O cancelamento do ano letivo estaria no horizonte de somente 11,2% (em maio de 2020). Há clareza de que, no pós-pandemia, o cotidiano escolar não será o mesmo: para 65,6% das professoras, o rodízio de alunos para evitar aglomeração e, para 55,9%, a continuidade do ensino on-line junto com o presencial são prenúncio de mudanças possíveis.
Pouco mais de um terço dos respondentes, 34,5%, defende a necessidade de reposição das aulas e um em cada quatro (25,4%), a prorrogação do ano letivo de 2020 até 2021. Portanto, o debate sobre a reabertura é também sobre a fixação de um calendário que seja construído em diálogo com a comunidade escolar.
Guia para educação e proteção
Hoje a Campanha lança o Guia dos Guias Covid-19, com 70 recomendações sobre educação e proteção para o enfrentamento à pandemia em 2021. Ele é uma síntese de informações desenvolvida a partir de todo esse acúmulo ao longo de 2020 e trazendo atualizações de contexto neste novo ano, assim como recomendações para uma tomada de decisão para que as políticas emergenciais a serem desenvolvidas em 2021 sejam baseadas em direitos. É um instrumento também essencial para as comunidades escolares, famílias e profissionais da educação e proteção se informarem, participarem da formulação das políticas, monitorarem e demandarem respostas que garantam seus direitos à saúde, educação, e proteção.
Os direitos humanos são complementares e não devem competir entre si. Isso significa que o Estado não deve relegar à população a decisão entre o direito à educação ou à saúde, por exemplo. No debate sobre reabertura das escolas, esse elemento é central: é urgente a volta às aulas presenciais para a garantia da educação, da proteção, da saúde mental, mas em um cenário de falta de segurança sanitária e sem condições de infraestrutura nas escolas, o direito global à saúde de toda a comunidade escolar — especialmente das e dos profissionais da educação e também das famílias e, por consequência, de toda a sociedade — fica comprometido.

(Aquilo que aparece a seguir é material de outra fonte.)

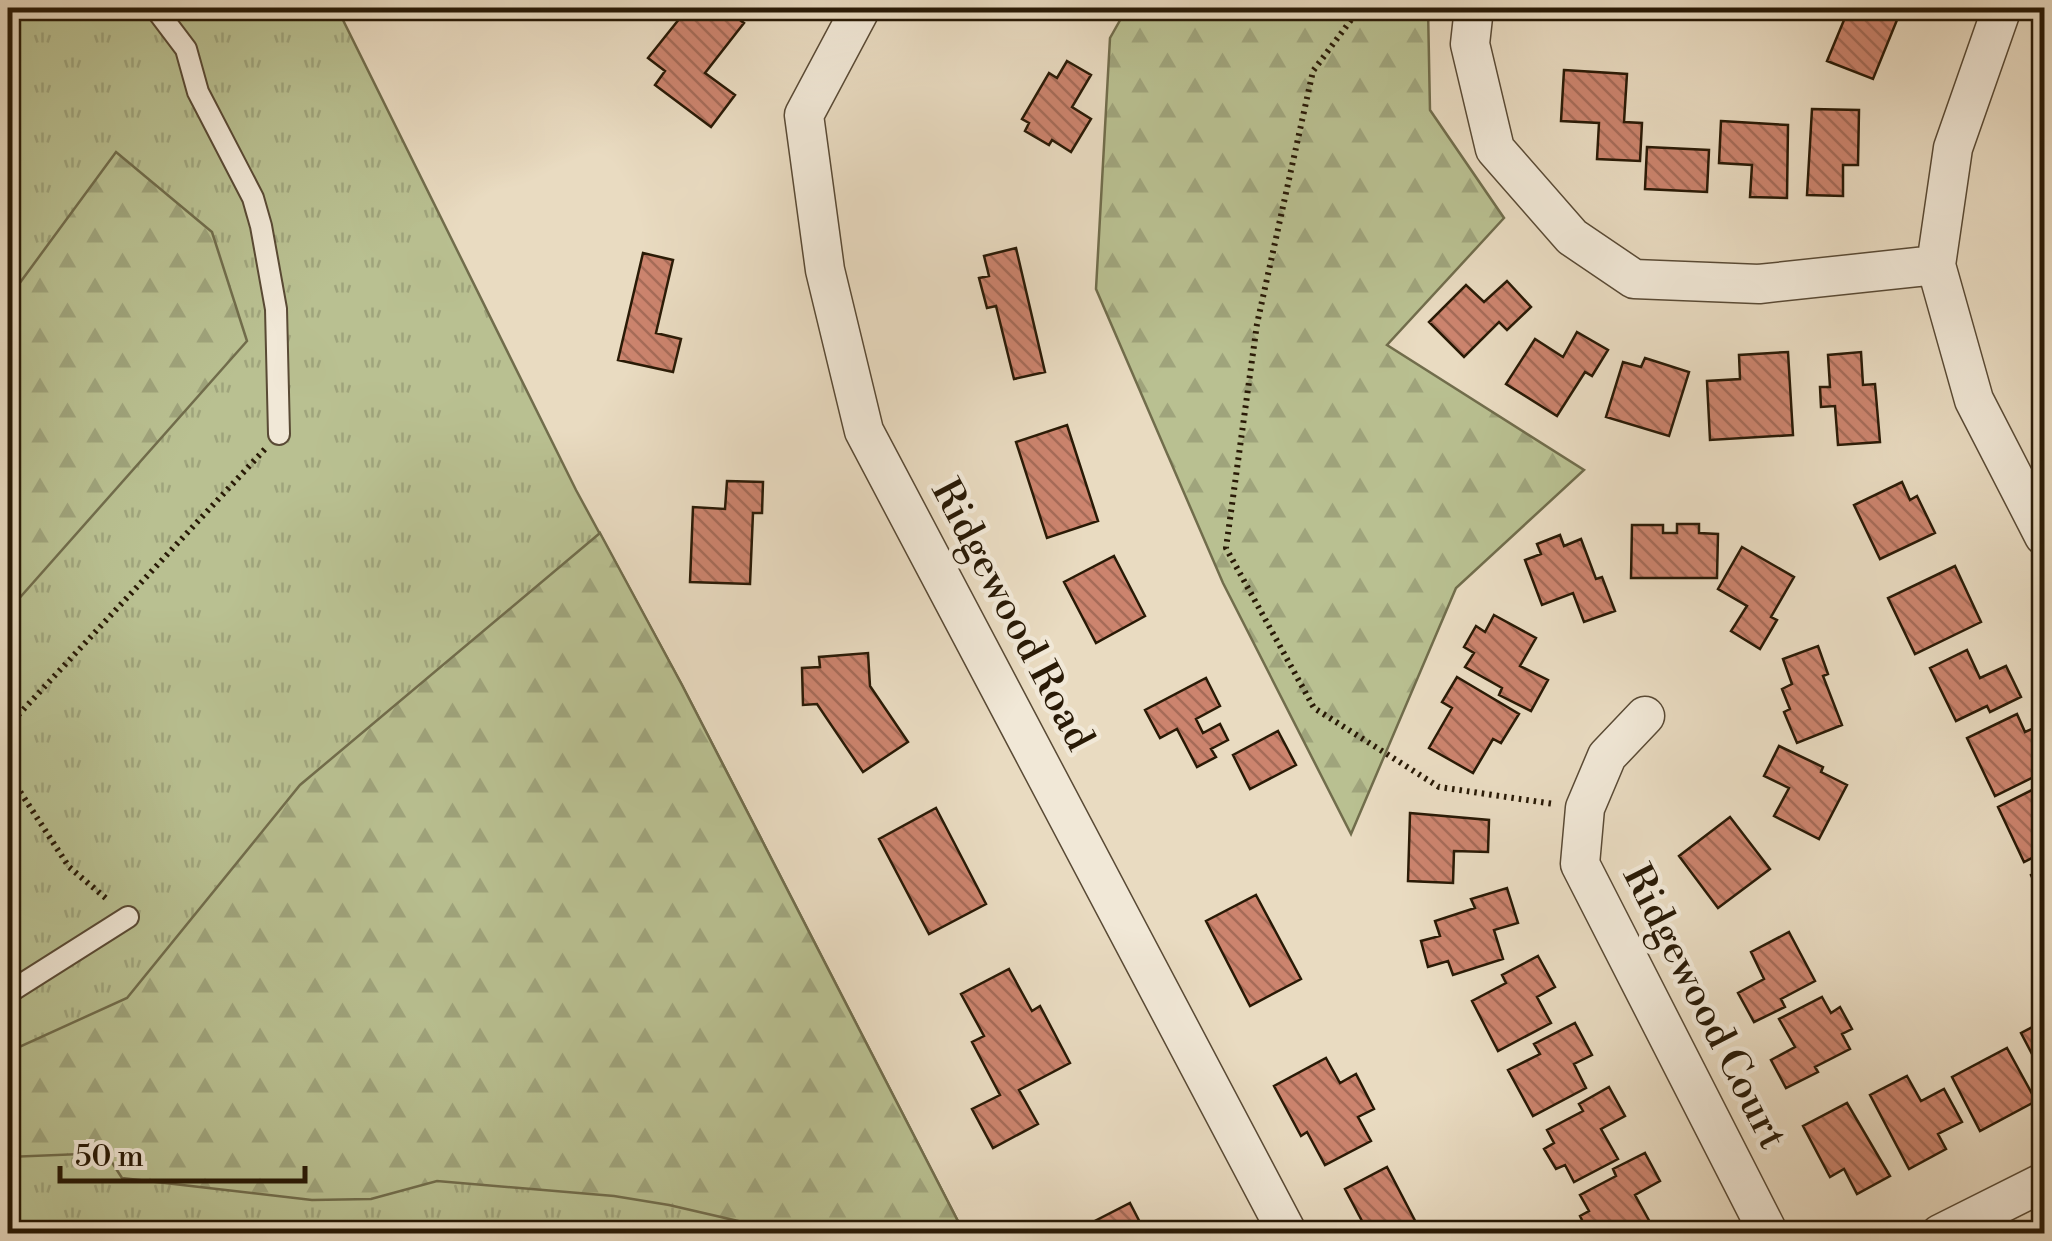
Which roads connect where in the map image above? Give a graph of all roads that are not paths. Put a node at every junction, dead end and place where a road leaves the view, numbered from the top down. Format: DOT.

Dessa forma, a posição da Campanha Nacional pelo Direito à Educação sempre foi a mesma: o retorno às atividades presenciais é essencial e urgente, mas não pode passar por cima da garantia de condições para um retorno seguro. Essa garantia passa pelo controle da pandemia, pela elaboração participativa e democrática de diagnósticos e de protocolos de retorno, pelo financiamento e investimento em infraestrutura que assegure condições materiais de segurança nas escolas, e pela transparência nas políticas e na disponibilização de dados não só para a construção da reabertura, como também no monitoramento do andamento dos trabalhos e dos casos de contaminação. E esses elementos são só o início da conversa.
*Marcele Frossard é assessora de políticas sociais da Campanha Nacional pelo Direito à Educação, é graduada, mestre e doutora em Ciências Sociais (UERJ).
*Andressa Pellanda é coordenadora-geral da Campanha Nacional pelo Direito à Educação, cientista política, jornalista, educadora popular, e doutoranda em ciências, com foco em relações internacionais (USP).